WORK ITEM: Below are the records; copy each line in which "South" can be found.

┌──

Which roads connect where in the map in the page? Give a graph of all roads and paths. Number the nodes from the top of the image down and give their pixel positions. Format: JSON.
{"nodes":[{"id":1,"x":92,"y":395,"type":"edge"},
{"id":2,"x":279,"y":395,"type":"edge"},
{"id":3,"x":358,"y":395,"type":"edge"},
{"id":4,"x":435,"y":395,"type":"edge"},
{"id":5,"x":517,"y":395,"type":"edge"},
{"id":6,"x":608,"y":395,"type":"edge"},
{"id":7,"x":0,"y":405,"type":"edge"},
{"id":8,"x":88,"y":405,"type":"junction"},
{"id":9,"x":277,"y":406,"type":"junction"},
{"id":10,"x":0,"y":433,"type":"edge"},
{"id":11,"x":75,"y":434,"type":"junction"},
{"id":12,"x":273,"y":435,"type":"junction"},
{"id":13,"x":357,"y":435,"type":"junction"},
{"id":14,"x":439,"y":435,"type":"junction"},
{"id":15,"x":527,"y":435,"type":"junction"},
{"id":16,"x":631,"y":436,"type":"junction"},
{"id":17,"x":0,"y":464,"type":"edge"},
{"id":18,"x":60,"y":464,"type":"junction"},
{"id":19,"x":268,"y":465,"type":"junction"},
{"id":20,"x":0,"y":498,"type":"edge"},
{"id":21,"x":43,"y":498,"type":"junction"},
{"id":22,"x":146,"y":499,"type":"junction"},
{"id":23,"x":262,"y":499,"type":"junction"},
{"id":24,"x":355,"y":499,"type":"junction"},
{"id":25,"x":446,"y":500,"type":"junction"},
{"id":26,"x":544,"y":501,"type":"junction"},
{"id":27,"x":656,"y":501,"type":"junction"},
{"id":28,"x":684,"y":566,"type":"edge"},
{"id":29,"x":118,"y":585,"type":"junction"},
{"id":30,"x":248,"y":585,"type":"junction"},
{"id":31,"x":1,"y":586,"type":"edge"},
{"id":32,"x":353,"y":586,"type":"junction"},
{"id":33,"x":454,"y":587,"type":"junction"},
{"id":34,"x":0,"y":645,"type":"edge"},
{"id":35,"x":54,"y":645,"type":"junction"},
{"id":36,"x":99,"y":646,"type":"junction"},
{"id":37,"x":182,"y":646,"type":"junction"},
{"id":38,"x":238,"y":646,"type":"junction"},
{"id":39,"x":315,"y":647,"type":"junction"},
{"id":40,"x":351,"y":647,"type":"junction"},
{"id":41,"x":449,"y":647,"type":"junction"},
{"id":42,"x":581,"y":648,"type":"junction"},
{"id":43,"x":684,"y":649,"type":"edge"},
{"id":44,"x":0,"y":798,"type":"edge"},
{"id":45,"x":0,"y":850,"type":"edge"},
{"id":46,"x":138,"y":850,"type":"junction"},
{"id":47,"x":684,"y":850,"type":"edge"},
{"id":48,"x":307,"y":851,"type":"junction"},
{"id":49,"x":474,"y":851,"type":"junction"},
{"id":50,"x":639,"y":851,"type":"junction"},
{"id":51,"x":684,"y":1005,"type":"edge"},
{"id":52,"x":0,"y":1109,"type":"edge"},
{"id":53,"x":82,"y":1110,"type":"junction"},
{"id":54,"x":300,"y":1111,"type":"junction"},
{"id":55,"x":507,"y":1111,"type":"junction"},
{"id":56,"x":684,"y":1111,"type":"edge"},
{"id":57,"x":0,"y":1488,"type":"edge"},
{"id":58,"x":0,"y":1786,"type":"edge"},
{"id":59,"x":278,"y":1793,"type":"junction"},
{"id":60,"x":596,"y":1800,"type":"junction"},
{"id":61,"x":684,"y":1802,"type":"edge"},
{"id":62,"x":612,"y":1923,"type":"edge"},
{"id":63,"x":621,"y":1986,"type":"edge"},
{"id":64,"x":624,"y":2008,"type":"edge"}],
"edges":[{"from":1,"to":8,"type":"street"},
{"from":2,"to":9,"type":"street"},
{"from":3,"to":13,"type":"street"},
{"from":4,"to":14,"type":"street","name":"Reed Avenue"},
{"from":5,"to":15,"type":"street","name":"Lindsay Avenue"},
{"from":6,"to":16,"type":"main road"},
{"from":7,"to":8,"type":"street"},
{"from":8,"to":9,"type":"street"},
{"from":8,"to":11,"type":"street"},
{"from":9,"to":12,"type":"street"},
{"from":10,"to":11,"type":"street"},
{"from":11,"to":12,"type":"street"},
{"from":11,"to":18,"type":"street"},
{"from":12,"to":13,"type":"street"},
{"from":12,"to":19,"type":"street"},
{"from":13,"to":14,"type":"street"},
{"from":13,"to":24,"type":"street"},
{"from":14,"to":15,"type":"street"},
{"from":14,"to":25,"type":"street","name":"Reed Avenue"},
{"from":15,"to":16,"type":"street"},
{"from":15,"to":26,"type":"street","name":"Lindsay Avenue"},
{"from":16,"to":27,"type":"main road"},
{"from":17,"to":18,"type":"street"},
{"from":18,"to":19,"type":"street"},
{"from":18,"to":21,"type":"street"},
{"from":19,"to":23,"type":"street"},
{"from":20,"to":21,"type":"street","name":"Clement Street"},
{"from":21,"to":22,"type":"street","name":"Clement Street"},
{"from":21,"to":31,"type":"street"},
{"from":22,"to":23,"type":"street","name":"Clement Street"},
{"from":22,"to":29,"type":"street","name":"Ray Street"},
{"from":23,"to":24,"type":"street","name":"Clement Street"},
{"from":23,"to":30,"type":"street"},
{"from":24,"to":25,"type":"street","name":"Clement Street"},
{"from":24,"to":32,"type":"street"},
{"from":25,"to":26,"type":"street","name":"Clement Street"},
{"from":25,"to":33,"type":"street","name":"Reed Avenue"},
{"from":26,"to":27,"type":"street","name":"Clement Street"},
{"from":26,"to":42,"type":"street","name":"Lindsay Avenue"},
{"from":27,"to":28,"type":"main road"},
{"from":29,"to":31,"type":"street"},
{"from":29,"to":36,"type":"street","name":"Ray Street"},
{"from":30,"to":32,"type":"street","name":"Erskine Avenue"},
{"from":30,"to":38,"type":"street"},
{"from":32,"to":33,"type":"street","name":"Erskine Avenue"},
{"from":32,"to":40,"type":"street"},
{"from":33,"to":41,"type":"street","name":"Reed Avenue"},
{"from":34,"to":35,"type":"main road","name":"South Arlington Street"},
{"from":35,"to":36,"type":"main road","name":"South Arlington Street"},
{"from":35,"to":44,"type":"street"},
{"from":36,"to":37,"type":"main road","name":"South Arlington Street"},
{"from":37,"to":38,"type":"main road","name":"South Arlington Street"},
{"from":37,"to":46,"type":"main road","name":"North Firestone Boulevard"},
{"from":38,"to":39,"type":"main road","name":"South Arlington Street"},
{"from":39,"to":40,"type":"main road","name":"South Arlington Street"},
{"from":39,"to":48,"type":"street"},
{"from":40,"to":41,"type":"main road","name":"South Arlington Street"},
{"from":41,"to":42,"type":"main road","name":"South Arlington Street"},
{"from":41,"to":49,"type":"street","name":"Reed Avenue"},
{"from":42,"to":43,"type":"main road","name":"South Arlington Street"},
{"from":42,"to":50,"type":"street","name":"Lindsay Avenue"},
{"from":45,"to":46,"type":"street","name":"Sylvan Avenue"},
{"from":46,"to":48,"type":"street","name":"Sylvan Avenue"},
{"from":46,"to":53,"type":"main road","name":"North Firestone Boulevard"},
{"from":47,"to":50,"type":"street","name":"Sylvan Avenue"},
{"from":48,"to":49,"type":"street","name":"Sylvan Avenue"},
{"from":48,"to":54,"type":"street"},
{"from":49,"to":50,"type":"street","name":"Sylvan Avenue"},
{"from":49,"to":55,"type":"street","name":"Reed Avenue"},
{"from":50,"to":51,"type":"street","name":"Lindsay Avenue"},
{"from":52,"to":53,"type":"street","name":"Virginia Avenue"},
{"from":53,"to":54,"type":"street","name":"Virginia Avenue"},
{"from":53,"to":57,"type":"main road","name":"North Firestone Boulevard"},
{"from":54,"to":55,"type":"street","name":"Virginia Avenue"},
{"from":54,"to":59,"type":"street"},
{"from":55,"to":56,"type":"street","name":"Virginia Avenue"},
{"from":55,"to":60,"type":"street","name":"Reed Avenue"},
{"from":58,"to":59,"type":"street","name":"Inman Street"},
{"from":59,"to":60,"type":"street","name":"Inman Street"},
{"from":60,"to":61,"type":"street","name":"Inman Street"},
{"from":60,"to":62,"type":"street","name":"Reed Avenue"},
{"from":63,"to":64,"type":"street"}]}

└──

SOLUTION TO THE EXERCISE:
{"from":34,"to":35,"type":"main road","name":"South Arlington Street"},
{"from":35,"to":36,"type":"main road","name":"South Arlington Street"},
{"from":36,"to":37,"type":"main road","name":"South Arlington Street"},
{"from":37,"to":38,"type":"main road","name":"South Arlington Street"},
{"from":38,"to":39,"type":"main road","name":"South Arlington Street"},
{"from":39,"to":40,"type":"main road","name":"South Arlington Street"},
{"from":40,"to":41,"type":"main road","name":"South Arlington Street"},
{"from":41,"to":42,"type":"main road","name":"South Arlington Street"},
{"from":42,"to":43,"type":"main road","name":"South Arlington Street"},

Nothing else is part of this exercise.